Contra uma concessionária vil e predadora, uma decisão judicial brutal e escandalosa e um governo fanfarrão e conivente, Paquetá venceu e obteve a revogação total da grade de horários das barcas anunciada às vésperas do Natal.

Sim, dessa vez a luta não se resumiu a um único dia de quebra-quebra nas barcas seguido pela humilhante adaptação da rotina imposta pelos novos horários. Dessa vez a história foi bem outra.




Toda a indignação foi canalizada para as assembleias que, soberanamente, decidiram os rumos da luta da comunidade. Todos os setores da ilha deram as mãos. As vozes de Paquetá ecoaram em todo o Rio e além. Ganharam a simpatia e solidariedade da imprensa e sociedade.

Paquetá se fez respeitar.
Mas, como? Por que? O que mudou? As respostas remetem a poucos anos atrás e apontam para as recentes experiências de organização e luta da comunidade paquetaenseA Associação dos Moradores, MORENA, o Conselho Comunitário de Segurança, CCS e XXI RA, Região Administrativa,

Em 2016, após anos de inatividade, a reabertura da Associação de Moradores da Ilha de Paquetá – MORENA, deu início ao processo de reconstrução da representatividade da entidade, coroado agora com uma verdadeira consagração junto ao povo da ilha.
No final de 2017, uma gestão de viés elitista e autoritário do Conselho Comunitário de Segurança (CCS) de Paquetá deu lugar a um novo mandato participativo e democrático.

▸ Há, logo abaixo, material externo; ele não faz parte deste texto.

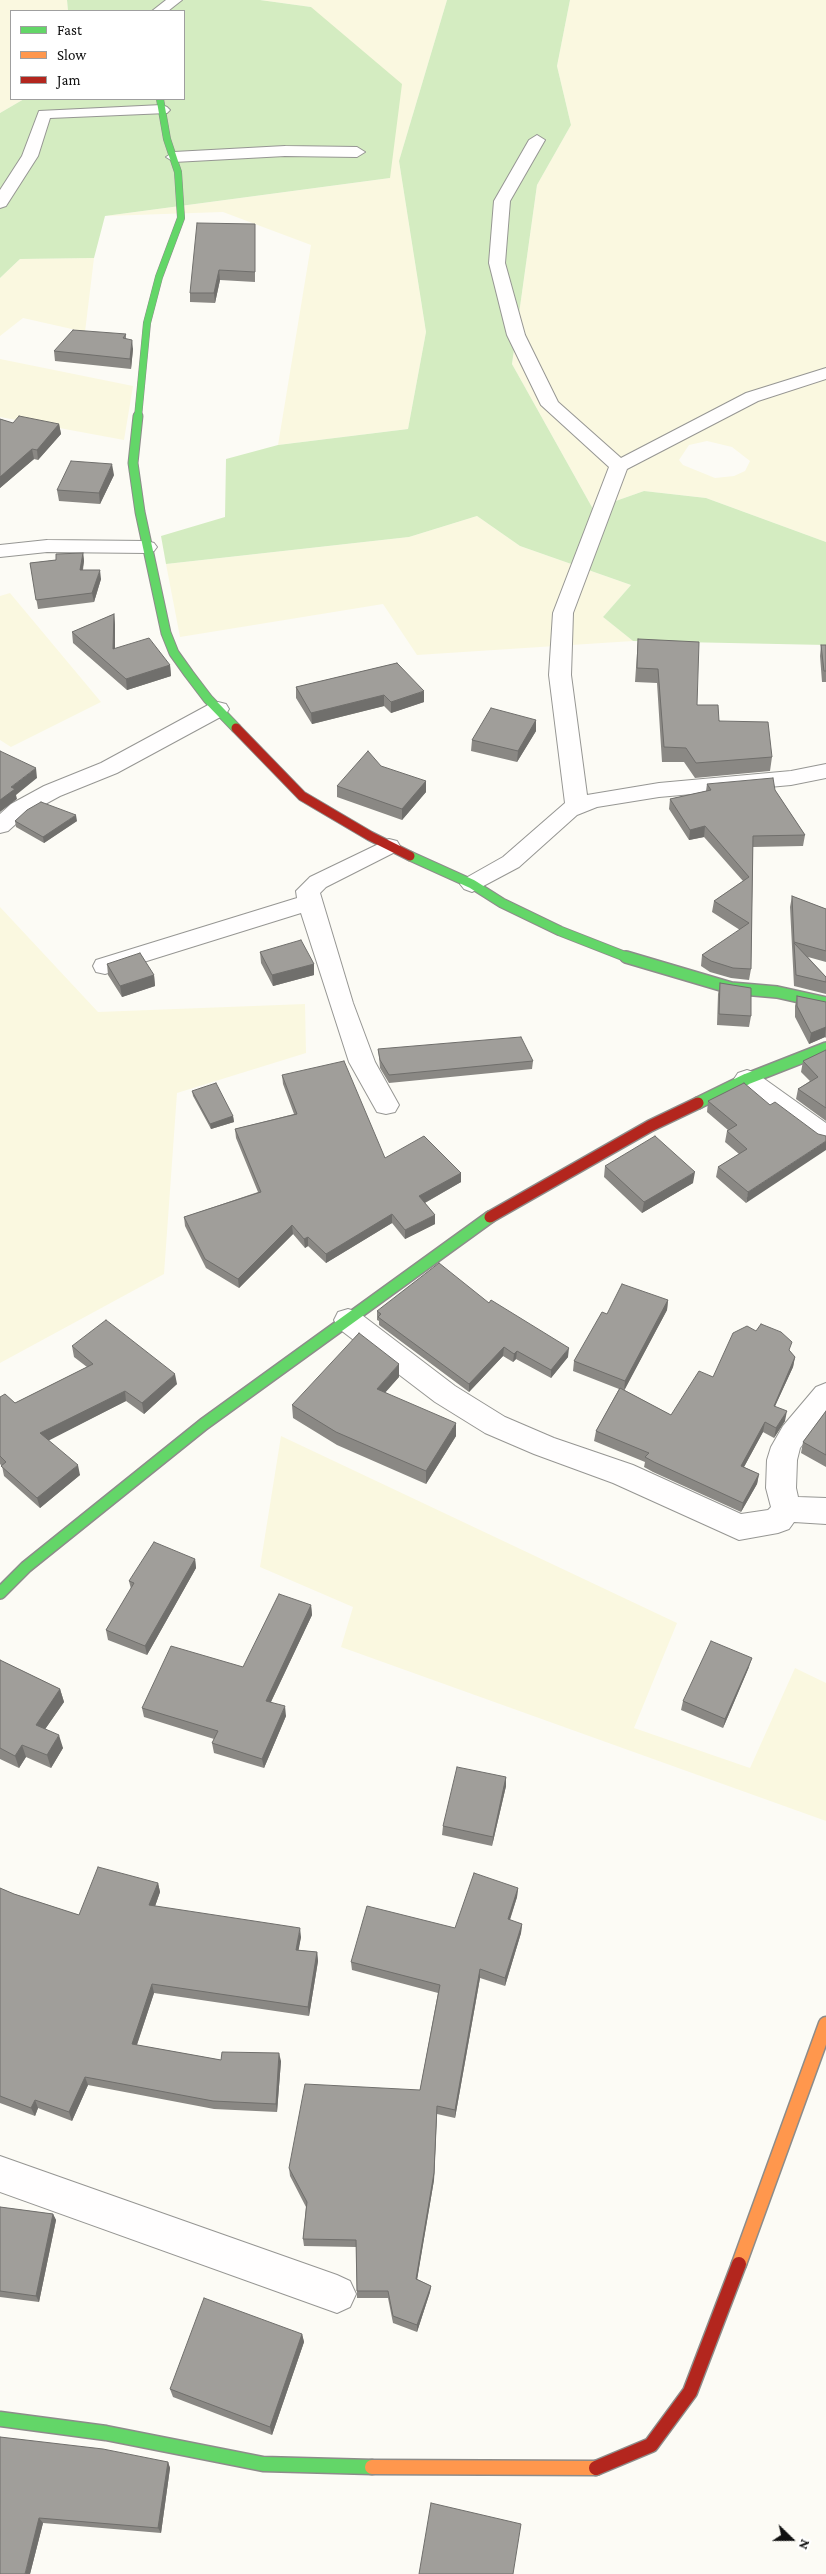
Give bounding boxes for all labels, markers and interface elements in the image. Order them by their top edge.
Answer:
legend [10,10,185,100]
text: Fast [57,22,82,38]
text: Slow [57,47,86,63]
text: Jam [57,72,80,88]
north arrow [766,2514,816,2564]
text: N [796,2537,814,2552]

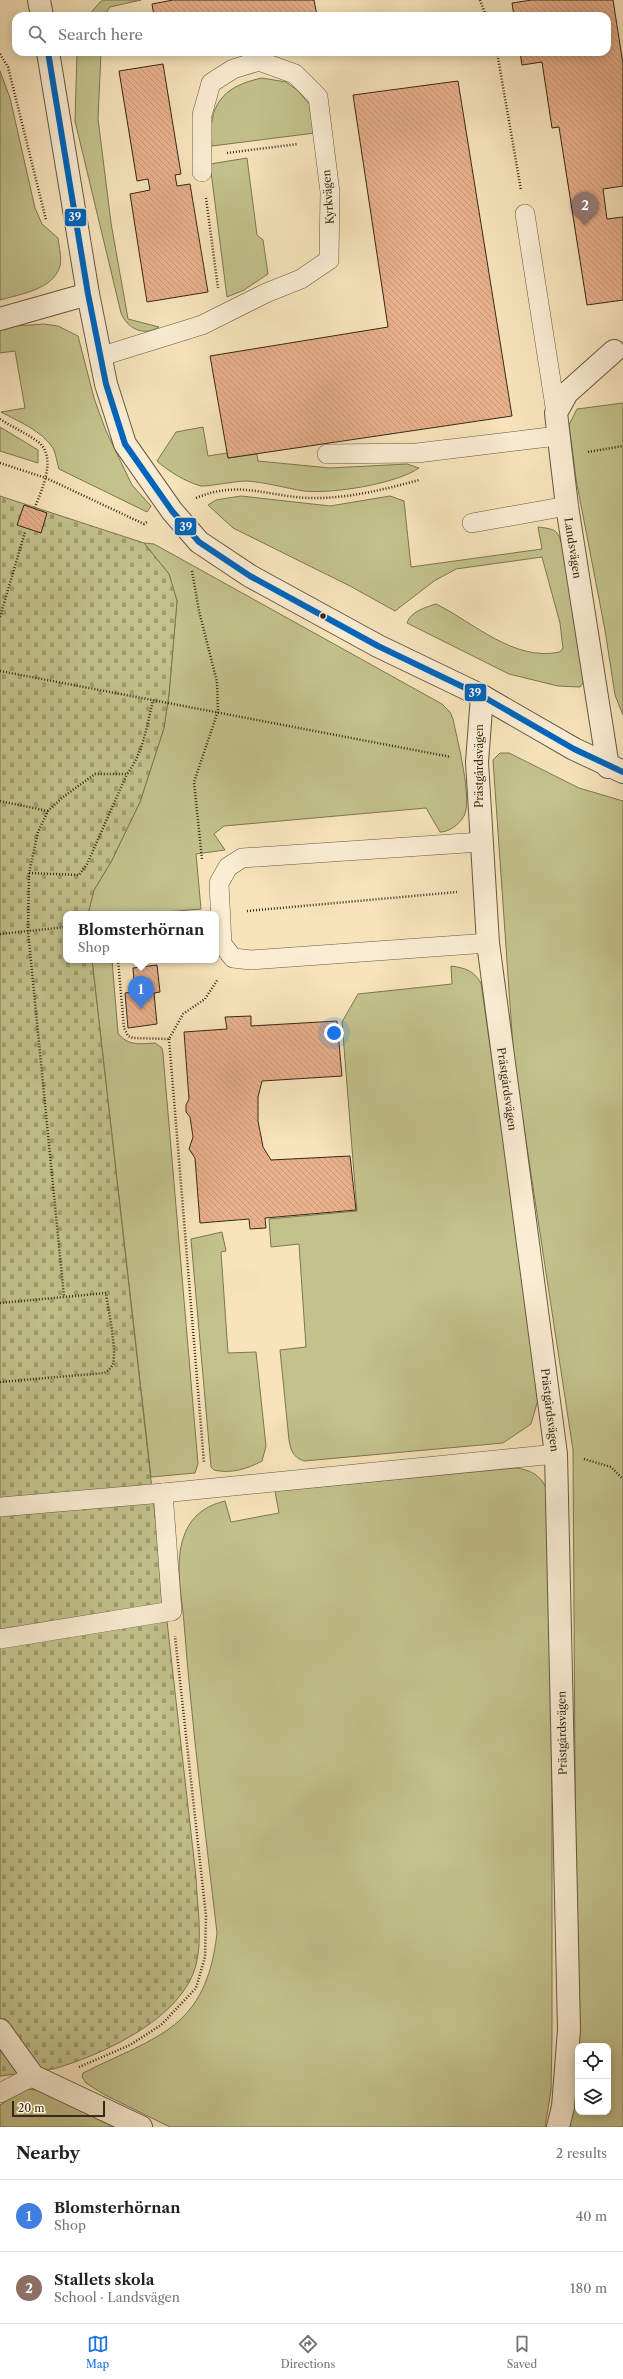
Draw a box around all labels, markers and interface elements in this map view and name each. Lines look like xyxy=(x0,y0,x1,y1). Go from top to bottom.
search box xyxy=(12,12,611,56)
icon: search xyxy=(26,23,48,45)
text: Search here xyxy=(58,25,143,44)
street label: Kyrkvägen xyxy=(319,169,337,225)
pin: 2 xyxy=(572,192,598,225)
line badge: 39 xyxy=(64,208,87,227)
text: 39 xyxy=(69,210,82,224)
line badge: 39 xyxy=(174,517,197,536)
street label: Landsvägen xyxy=(561,517,585,580)
text: 39 xyxy=(180,520,193,534)
unlabelled marker xyxy=(318,611,328,621)
line badge: 39 xyxy=(464,683,487,702)
text: 39 xyxy=(469,686,482,700)
street label: Prästgårdsvägen xyxy=(472,724,486,808)
popup xyxy=(63,911,219,963)
text: Blomsterhörnan xyxy=(78,920,204,939)
text: Shop xyxy=(78,939,110,955)
pin: 1 xyxy=(128,976,154,1009)
your location xyxy=(324,1023,344,1043)
street label: Prästgårdsvägen xyxy=(494,1046,520,1132)
street label: Prästgårdsvägen xyxy=(538,1367,562,1453)
street label: Prästgårdsvägen xyxy=(554,1691,570,1775)
map controls xyxy=(575,2043,611,2115)
button: locate xyxy=(575,2043,611,2079)
button: layers xyxy=(575,2079,611,2115)
scale bar xyxy=(12,2099,105,2118)
text: 20 m xyxy=(18,2101,44,2115)
text: Nearby xyxy=(16,2143,80,2163)
text: 2 results xyxy=(556,2145,607,2161)
text: Blomsterhörnan xyxy=(54,2198,180,2217)
text: 1 xyxy=(26,2208,32,2224)
text: 40 m xyxy=(576,2208,607,2224)
text: Shop xyxy=(54,2217,86,2233)
text: Stallets skola xyxy=(54,2270,155,2289)
text: 2 xyxy=(25,2280,33,2296)
text: 180 m xyxy=(570,2280,607,2296)
text: School · Landsvägen xyxy=(54,2289,180,2305)
tab: Map xyxy=(86,2333,109,2371)
tab: Directions xyxy=(281,2333,335,2371)
tab: Saved xyxy=(507,2333,537,2371)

As duas mudanças resultaram numa terceira, em fins de 2018: a XXI Região Administrativa (RA) tornou-se a primeira do Rio de Janeiro a ter o Administrador Regional indicado pelos próprios moradores.

APARTIDARISMO. As três siglas – MORENA, CCS e XXI RA – investiram esforços numa atuação conjunta, sempre que possível, e marcadamente apartidária (num momento de intensa polarização política em todo o país). Tanto a mobilização para substituir o Administrador, em 2018, quanto a luta pela revogação da grade de horários da CCR Barcas, tiveram no apartidarismo – jamais no apoliticismo – um fator estratégico para unir esquerda e direita, ombro a ombro, numa improvável coesão e unidade que conferiu – em ambos os momentos – uma gigantesca legitimidade e força política aos respectivos movimentos.

O apartidarismo explícito e zeloso, acompanhado da afirmação da política – jamais da sua negação – nada teve de atrasado ou conservador, ao contrário: foi a expressão do pacto indispensável para que uma entidade ou instituição popular, sindical ou territorial, possa representar, de fato, a totalidade do seu público – filiados ou não.

Em cada “MORENA na Praça”, em cada reunião mensal do CCS e em todas as manifestações da XXI RA, o apartidarismo revelou-se tão essencial quanto a afirmação da política e foi um dos principais ingredientes da receita vitoriosa cozida em fogo alto pelos paquetaenses.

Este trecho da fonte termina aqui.